Citharichthys gilberti
- Conservation status: Least Concern (IUCN 3.1)

Scientific classification
- Kingdom: Animalia
- Phylum: Chordata
- Class: Actinopterygii
- Order: Carangiformes
- Suborder: Pleuronectoidei
- Family: Cyclopsettidae
- Genus: Citharichthys
- Species: C. gilberti
- Binomial name: Citharichthys gilberti O. P. Jenkins & Evermann, 1889

= Citharichthys gilberti =

- Authority: O. P. Jenkins & Evermann, 1889
- Conservation status: LC

Species of fish

Citharichthys gilberti, the bigmouth sanddab, is a species of flatfish in the large-tooth flounder family Paralichthyidae. It is native to the eastern Pacific Ocean, in tropical waters ranging from the Gulf of California in the north to Peru in the south. It occurs in shallow waters off the coast, to a maximum depth of 36 m.

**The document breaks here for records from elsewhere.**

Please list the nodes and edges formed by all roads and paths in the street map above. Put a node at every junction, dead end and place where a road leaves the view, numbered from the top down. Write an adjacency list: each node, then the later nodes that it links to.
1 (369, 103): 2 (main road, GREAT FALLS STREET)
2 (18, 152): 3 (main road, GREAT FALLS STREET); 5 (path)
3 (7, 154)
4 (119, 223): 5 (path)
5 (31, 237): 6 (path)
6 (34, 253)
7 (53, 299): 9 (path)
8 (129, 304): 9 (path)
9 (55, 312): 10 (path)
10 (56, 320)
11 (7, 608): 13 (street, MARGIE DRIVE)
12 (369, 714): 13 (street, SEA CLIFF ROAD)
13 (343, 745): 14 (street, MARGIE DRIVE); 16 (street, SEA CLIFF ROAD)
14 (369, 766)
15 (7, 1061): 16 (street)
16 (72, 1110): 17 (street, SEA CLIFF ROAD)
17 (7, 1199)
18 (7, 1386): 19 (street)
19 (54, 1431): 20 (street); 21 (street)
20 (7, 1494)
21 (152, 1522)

This demersal fish inhabits the soft bottoms of trawling grounds and bays. It is commonly found in estuaries and can also venture into freshwater.

Like the rest of the large-tooth flounders, it has both eyes on the left side of its head. It grows to a maximum length of 27 cm. Citharichthys gilberti is a predator, feeding on large benthic organisms and small fish. It is a commercial fish of minor importance.